[Collected data]
-=-=-=-=-

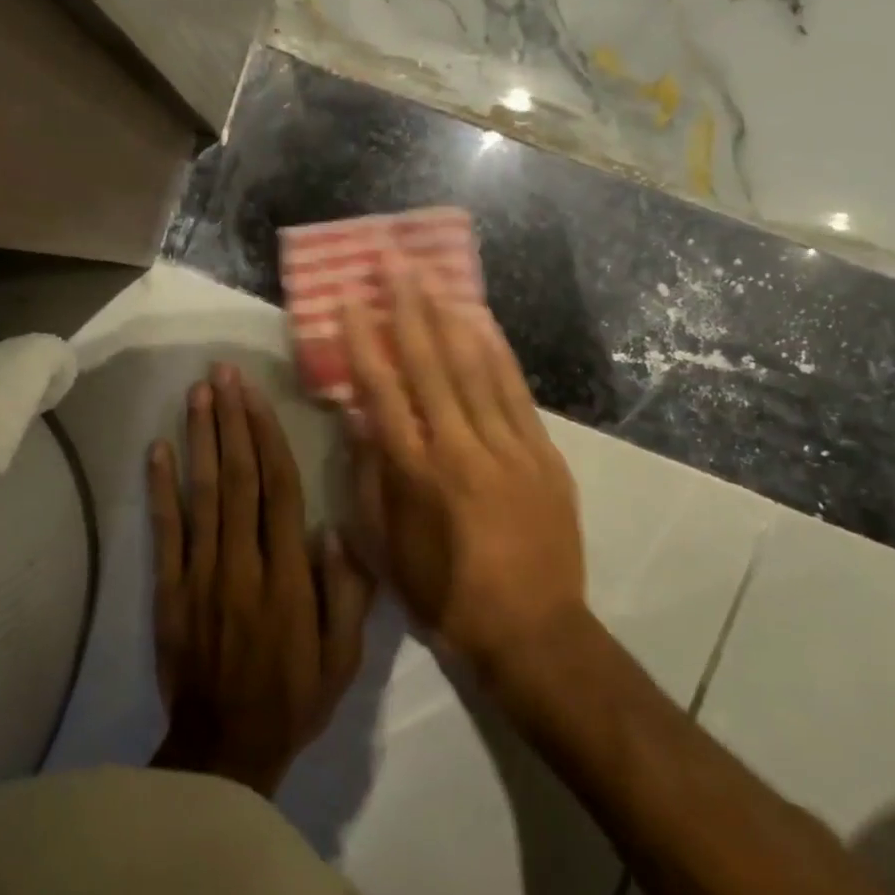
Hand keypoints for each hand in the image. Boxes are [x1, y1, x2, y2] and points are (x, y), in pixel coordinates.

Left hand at [147, 363, 374, 796]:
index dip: (267, 437)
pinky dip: (160, 489)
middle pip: (237, 478)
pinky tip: (157, 449)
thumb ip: (347, 593)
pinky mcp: (168, 590)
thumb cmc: (293, 698)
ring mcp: (200, 574)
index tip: (256, 395)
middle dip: (231, 420)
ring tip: (196, 393)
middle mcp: (243, 563)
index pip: (279, 490)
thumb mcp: (343, 658)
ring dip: (199, 439)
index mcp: (288, 576)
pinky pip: (165, 531)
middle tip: (223, 373)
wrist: (223, 750)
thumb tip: (336, 529)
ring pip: (202, 494)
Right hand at [340, 258, 585, 678]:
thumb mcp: (385, 549)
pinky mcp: (542, 453)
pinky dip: (498, 352)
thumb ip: (369, 480)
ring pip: (474, 368)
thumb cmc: (444, 594)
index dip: (364, 342)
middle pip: (429, 365)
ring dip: (451, 317)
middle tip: (393, 263)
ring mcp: (506, 447)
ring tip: (433, 276)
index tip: (352, 302)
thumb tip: (359, 420)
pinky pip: (516, 392)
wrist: (532, 631)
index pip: (382, 392)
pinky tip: (483, 321)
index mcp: (414, 473)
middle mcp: (458, 448)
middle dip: (408, 309)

-=-=-=-=-

EXERCISE INSTRUCTIONS:
In your copy, include no pictures, but set down every record exactly.

OUTPUT FOR THIS EXERCISE:
Hand keypoints for each hand in the image. Boxes are [x1, y1, x2, y2] and points are (x, y), in pixel coordinates.

Left hand at [147, 363, 374, 796]:
index dip: (267, 437)
pinky dip: (160, 489)
middle pip: (237, 478)
pinky tip: (157, 449)
thumb ip: (347, 593)
pinky mcp: (168, 590)
thumb cmc: (293, 698)
ring mcp: (200, 574)
index tip: (256, 395)
middle dip: (231, 420)
ring tip: (196, 393)
middle mcp: (243, 563)
index pip: (279, 490)
thumb mcp: (343, 658)
ring dip: (199, 439)
index mcp: (288, 576)
pinky pip: (165, 531)
middle tip: (223, 373)
wrist: (223, 750)
thumb tip: (336, 529)
ring pip: (202, 494)
Right hand at [340, 258, 585, 678]:
thumb mcp: (385, 549)
pinky mcp: (542, 453)
pinky dip: (498, 352)
thumb ip: (369, 480)
ring pip: (474, 368)
thumb cmc: (444, 594)
index dip: (364, 342)
middle pip: (429, 365)
ring dip: (451, 317)
middle tip: (393, 263)
ring mcp: (506, 447)
ring tip: (433, 276)
index tip: (352, 302)
thumb tip: (359, 420)
pinky pip: (516, 392)
wrist: (532, 631)
index pip: (382, 392)
pinky tip: (483, 321)
index mcp: (414, 473)
middle mcp: (458, 448)
middle dip: (408, 309)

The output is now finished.